“I gave Careyes everything… My youth, intelligence and my money.” Gian Franco Brignone
The first time I met the barefooted long gray haired Gian Franco Brignone, he insisted I speak only Spanish as our pod of writers were escorted to his Mediterranean / jungle tower home. A retired Italian banker/artist/ free spirit gone native in the jungles of Mexico, I could see he did everything on a grand scale. He was quite the jet setty Merlin; a dashing senior eccentric with a passion of weaving nature and architecture into a living experience. Costa Careyes was his experiment and knew I would like this guy even though I couldn't understand a word he said in his enclave on the coast between Puerto Vallerta and Manzinillo.

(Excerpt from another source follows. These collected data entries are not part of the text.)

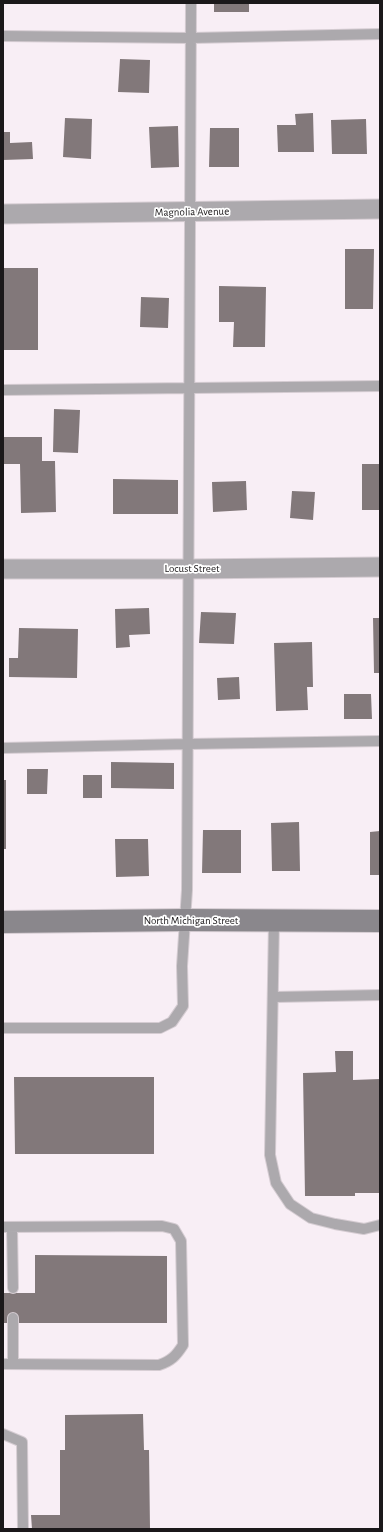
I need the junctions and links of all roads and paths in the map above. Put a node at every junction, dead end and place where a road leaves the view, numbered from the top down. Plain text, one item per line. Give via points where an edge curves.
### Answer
1 (191, 3) edge
2 (380, 34) edge
3 (3, 36) edge
4 (191, 38) junction
5 (380, 209) edge
6 (190, 212) junction
7 (3, 214) edge
8 (380, 386) edge
9 (189, 389) junction
10 (3, 390) edge
11 (380, 567) edge
12 (3, 569) edge
13 (188, 569) junction
14 (380, 741) edge
15 (188, 744) junction
16 (3, 748) edge
17 (185, 920) junction
18 (274, 921) junction
19 (380, 921) edge
20 (3, 922) edge
21 (380, 995) edge
22 (274, 997) junction
23 (3, 1028) edge
24 (380, 1225) edge
25 (8, 1227) edge
26 (13, 1288) dead end
27 (13, 1318) dead end
28 (8, 1364) edge
29 (3, 1434) edge
30 (24, 1529) edge

1 - 4 lane
2 - 4 lane
3 - 4 lane
4 - 6 lane
5 - 6 street, Magnolia Avenue
6 - 7 street, Magnolia Avenue
6 - 9 lane
8 - 9 lane
9 - 10 lane
9 - 13 lane
11 - 13 street, Locust Street
12 - 13 street, Locust Street
13 - 15 lane
14 - 15 lane
15 - 16 lane
15 - 17 lane
17 - 18 street, North Michigan Street
17 - 20 street, North Michigan Street
17 - 23 lane via 183,1006 172,1022 160,1028
18 - 19 street, North Michigan Street
18 - 22 lane
21 - 22 lane
22 - 24 lane via 270,1155 276,1183 290,1204 311,1218 364,1229
25 - 26 lane
25 - 28 lane via 162,1226 174,1229 181,1241 183,1345 168,1362 159,1365
27 - 28 lane
29 - 30 lane via 22,1442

The drama had begun in this kingdom of Brignone, a 4,000 acre coastal community and sea turtle refuge with fifty palapa homes without walls and jungley ocean oriented perches to rent plus fifty casitas, two castles (Oriente and Sol) and a hotel. Brignone was in finance and banking from a prominent family in Torino Italy. After WWII he moved to Paris to help rebuild and refinance much of the city and in the process became a non-conformist anti-war visionary who wanted to dedicate his life to La Dolce Vida and truth and beauty bringing the best of the Mediterranean to the wilds of Mexico. He fell in love with the land which he flew over in a small plane in the late 1960’s. “ It was love at first sight,” he says like a mystic. “I hope it will last a lifetime.”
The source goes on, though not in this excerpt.